EXERCISE BRIEF
Output only the lines that run from the one with "Road topology of" to the final line of the material, exactly as they are written.

EXCERPTED DATA
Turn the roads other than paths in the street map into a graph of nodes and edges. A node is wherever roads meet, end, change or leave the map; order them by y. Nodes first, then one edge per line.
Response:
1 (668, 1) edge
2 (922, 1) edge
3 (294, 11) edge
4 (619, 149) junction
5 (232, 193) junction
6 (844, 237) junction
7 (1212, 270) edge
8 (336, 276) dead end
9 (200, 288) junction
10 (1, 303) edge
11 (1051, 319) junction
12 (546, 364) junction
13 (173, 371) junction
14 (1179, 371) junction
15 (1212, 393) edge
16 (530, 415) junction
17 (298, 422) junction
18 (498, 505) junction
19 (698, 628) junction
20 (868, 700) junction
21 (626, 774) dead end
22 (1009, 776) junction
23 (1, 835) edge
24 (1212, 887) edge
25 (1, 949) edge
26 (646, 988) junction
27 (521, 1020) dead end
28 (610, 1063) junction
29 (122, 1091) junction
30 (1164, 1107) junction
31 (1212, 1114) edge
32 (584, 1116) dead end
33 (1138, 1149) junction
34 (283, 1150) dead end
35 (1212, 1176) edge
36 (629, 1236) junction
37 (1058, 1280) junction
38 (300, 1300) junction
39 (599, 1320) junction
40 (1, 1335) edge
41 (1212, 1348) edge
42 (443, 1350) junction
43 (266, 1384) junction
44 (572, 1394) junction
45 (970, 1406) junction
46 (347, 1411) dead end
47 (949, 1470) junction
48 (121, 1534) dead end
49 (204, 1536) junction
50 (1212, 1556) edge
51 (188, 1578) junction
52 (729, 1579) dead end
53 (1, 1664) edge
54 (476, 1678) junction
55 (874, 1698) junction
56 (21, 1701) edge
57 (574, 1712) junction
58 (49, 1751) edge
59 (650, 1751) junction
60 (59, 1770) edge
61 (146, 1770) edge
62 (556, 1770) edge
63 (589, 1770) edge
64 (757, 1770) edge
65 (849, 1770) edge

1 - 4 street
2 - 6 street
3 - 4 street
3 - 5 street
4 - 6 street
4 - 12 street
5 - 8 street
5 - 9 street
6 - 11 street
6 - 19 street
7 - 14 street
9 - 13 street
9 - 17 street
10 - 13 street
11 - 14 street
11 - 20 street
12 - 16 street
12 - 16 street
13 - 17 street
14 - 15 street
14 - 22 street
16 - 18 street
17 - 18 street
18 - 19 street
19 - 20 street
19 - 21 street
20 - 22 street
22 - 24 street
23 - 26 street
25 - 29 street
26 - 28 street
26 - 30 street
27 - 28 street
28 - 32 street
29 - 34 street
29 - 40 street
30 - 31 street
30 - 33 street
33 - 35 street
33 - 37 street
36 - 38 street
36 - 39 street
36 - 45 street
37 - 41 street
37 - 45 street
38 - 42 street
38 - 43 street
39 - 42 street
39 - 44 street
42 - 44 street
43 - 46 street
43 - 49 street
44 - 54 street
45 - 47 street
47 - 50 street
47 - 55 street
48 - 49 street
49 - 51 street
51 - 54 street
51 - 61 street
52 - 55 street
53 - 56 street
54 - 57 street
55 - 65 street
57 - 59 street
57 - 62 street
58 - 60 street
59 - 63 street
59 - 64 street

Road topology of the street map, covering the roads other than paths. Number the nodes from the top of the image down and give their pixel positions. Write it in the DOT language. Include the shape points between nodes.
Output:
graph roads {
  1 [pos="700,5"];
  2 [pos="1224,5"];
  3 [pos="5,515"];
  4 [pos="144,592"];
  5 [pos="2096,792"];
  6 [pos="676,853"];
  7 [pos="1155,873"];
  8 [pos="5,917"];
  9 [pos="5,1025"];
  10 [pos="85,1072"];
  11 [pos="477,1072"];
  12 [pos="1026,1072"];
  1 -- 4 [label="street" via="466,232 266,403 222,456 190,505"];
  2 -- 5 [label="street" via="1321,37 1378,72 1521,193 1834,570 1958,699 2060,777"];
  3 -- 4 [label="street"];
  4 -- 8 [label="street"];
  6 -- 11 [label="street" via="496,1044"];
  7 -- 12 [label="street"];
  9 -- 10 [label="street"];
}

THE ANSWER
Road topology of the street map, covering the roads other than paths. Number the nodes from the top of the image down and give their pixel positions. Write it in the DOT language. Include the shape points between nodes.
Output:
graph roads {
  1 [pos="700,5"];
  2 [pos="1224,5"];
  3 [pos="5,515"];
  4 [pos="144,592"];
  5 [pos="2096,792"];
  6 [pos="676,853"];
  7 [pos="1155,873"];
  8 [pos="5,917"];
  9 [pos="5,1025"];
  10 [pos="85,1072"];
  11 [pos="477,1072"];
  12 [pos="1026,1072"];
  1 -- 4 [label="street" via="466,232 266,403 222,456 190,505"];
  2 -- 5 [label="street" via="1321,37 1378,72 1521,193 1834,570 1958,699 2060,777"];
  3 -- 4 [label="street"];
  4 -- 8 [label="street"];
  6 -- 11 [label="street" via="496,1044"];
  7 -- 12 [label="street"];
  9 -- 10 [label="street"];
}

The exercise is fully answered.